Problem details: Nothing should differ between your answer and the records below.

Material provided:
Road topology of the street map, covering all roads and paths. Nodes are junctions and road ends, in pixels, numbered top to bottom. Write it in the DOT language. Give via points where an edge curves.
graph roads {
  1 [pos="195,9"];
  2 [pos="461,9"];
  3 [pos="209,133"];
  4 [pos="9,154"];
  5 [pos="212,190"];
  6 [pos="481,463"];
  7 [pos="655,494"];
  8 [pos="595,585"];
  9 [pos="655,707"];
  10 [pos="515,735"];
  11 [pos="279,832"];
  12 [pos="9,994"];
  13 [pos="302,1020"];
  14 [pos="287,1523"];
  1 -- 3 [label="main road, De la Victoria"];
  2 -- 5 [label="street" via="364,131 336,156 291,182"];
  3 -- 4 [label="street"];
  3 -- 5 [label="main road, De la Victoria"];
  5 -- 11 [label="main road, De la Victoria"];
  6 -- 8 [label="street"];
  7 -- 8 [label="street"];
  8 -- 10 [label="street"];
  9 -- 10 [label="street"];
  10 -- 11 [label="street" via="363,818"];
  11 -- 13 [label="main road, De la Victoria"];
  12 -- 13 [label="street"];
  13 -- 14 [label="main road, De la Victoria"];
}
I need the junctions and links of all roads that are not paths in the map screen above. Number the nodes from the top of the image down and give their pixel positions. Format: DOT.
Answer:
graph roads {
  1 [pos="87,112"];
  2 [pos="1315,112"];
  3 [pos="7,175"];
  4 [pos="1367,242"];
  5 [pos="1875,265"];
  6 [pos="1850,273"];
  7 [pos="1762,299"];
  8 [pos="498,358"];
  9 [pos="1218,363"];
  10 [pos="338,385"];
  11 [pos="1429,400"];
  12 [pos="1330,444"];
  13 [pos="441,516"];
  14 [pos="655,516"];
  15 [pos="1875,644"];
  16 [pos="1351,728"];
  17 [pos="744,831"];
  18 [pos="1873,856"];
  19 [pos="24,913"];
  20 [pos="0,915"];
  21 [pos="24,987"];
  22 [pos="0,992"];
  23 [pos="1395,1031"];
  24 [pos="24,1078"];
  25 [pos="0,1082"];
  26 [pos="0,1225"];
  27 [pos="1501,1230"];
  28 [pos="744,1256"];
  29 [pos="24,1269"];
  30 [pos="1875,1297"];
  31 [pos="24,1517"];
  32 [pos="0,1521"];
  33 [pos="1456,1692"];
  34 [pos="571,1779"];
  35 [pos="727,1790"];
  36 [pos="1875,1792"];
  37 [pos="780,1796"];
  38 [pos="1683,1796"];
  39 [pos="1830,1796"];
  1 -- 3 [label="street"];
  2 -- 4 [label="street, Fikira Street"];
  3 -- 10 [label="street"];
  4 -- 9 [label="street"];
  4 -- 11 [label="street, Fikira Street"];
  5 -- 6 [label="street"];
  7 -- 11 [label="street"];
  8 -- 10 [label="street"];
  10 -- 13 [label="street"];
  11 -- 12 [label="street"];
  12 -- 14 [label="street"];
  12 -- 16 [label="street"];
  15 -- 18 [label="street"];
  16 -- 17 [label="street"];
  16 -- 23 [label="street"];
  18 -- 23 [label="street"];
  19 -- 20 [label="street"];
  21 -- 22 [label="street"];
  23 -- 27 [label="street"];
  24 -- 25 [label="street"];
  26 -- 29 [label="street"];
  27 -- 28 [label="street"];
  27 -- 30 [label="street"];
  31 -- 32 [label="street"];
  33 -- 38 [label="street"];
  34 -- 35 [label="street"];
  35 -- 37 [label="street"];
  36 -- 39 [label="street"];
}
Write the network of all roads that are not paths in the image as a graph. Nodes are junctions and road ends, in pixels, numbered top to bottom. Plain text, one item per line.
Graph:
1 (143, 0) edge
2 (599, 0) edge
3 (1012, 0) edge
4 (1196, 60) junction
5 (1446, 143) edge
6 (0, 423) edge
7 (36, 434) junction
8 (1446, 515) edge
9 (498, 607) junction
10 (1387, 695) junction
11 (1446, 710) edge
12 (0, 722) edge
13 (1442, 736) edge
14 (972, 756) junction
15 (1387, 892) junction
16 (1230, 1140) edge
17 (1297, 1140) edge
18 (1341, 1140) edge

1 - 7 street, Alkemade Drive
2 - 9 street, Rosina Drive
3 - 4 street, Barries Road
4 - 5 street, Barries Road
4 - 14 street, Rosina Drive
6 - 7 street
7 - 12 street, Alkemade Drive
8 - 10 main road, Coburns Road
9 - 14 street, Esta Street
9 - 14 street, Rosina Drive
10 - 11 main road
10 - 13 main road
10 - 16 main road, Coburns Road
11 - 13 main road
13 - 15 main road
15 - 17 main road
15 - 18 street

Finished task:
Road topology of the street map, covering all roads and paths. Nodes are junctions and road ends, in pixels, numbered top to bottom. Write it in the DOT language. Give via points where an edge curves.
graph roads {
  1 [pos="195,9"];
  2 [pos="461,9"];
  3 [pos="209,133"];
  4 [pos="9,154"];
  5 [pos="212,190"];
  6 [pos="481,463"];
  7 [pos="655,494"];
  8 [pos="595,585"];
  9 [pos="655,707"];
  10 [pos="515,735"];
  11 [pos="279,832"];
  12 [pos="9,994"];
  13 [pos="302,1020"];
  14 [pos="287,1523"];
  1 -- 3 [label="main road, De la Victoria"];
  2 -- 5 [label="street" via="364,131 336,156 291,182"];
  3 -- 4 [label="street"];
  3 -- 5 [label="main road, De la Victoria"];
  5 -- 11 [label="main road, De la Victoria"];
  6 -- 8 [label="street"];
  7 -- 8 [label="street"];
  8 -- 10 [label="street"];
  9 -- 10 [label="street"];
  10 -- 11 [label="street" via="363,818"];
  11 -- 13 [label="main road, De la Victoria"];
  12 -- 13 [label="street"];
  13 -- 14 [label="main road, De la Victoria"];
}
I need the junctions and links of all roads that are not paths in the map screen above. Number the nodes from the top of the image down and give their pixel positions. Format: DOT.
Answer:
graph roads {
  1 [pos="87,112"];
  2 [pos="1315,112"];
  3 [pos="7,175"];
  4 [pos="1367,242"];
  5 [pos="1875,265"];
  6 [pos="1850,273"];
  7 [pos="1762,299"];
  8 [pos="498,358"];
  9 [pos="1218,363"];
  10 [pos="338,385"];
  11 [pos="1429,400"];
  12 [pos="1330,444"];
  13 [pos="441,516"];
  14 [pos="655,516"];
  15 [pos="1875,644"];
  16 [pos="1351,728"];
  17 [pos="744,831"];
  18 [pos="1873,856"];
  19 [pos="24,913"];
  20 [pos="0,915"];
  21 [pos="24,987"];
  22 [pos="0,992"];
  23 [pos="1395,1031"];
  24 [pos="24,1078"];
  25 [pos="0,1082"];
  26 [pos="0,1225"];
  27 [pos="1501,1230"];
  28 [pos="744,1256"];
  29 [pos="24,1269"];
  30 [pos="1875,1297"];
  31 [pos="24,1517"];
  32 [pos="0,1521"];
  33 [pos="1456,1692"];
  34 [pos="571,1779"];
  35 [pos="727,1790"];
  36 [pos="1875,1792"];
  37 [pos="780,1796"];
  38 [pos="1683,1796"];
  39 [pos="1830,1796"];
  1 -- 3 [label="street"];
  2 -- 4 [label="street, Fikira Street"];
  3 -- 10 [label="street"];
  4 -- 9 [label="street"];
  4 -- 11 [label="street, Fikira Street"];
  5 -- 6 [label="street"];
  7 -- 11 [label="street"];
  8 -- 10 [label="street"];
  10 -- 13 [label="street"];
  11 -- 12 [label="street"];
  12 -- 14 [label="street"];
  12 -- 16 [label="street"];
  15 -- 18 [label="street"];
  16 -- 17 [label="street"];
  16 -- 23 [label="street"];
  18 -- 23 [label="street"];
  19 -- 20 [label="street"];
  21 -- 22 [label="street"];
  23 -- 27 [label="street"];
  24 -- 25 [label="street"];
  26 -- 29 [label="street"];
  27 -- 28 [label="street"];
  27 -- 30 [label="street"];
  31 -- 32 [label="street"];
  33 -- 38 [label="street"];
  34 -- 35 [label="street"];
  35 -- 37 [label="street"];
  36 -- 39 [label="street"];
}
Write the network of all roads that are not paths in the image as a graph. Nodes are junctions and road ends, in pixels, numbered top to bottom. Plain text, one item per line.
Graph:
1 (143, 0) edge
2 (599, 0) edge
3 (1012, 0) edge
4 (1196, 60) junction
5 (1446, 143) edge
6 (0, 423) edge
7 (36, 434) junction
8 (1446, 515) edge
9 (498, 607) junction
10 (1387, 695) junction
11 (1446, 710) edge
12 (0, 722) edge
13 (1442, 736) edge
14 (972, 756) junction
15 (1387, 892) junction
16 (1230, 1140) edge
17 (1297, 1140) edge
18 (1341, 1140) edge

1 - 7 street, Alkemade Drive
2 - 9 street, Rosina Drive
3 - 4 street, Barries Road
4 - 5 street, Barries Road
4 - 14 street, Rosina Drive
6 - 7 street
7 - 12 street, Alkemade Drive
8 - 10 main road, Coburns Road
9 - 14 street, Esta Street
9 - 14 street, Rosina Drive
10 - 11 main road
10 - 13 main road
10 - 16 main road, Coburns Road
11 - 13 main road
13 - 15 main road
15 - 17 main road
15 - 18 street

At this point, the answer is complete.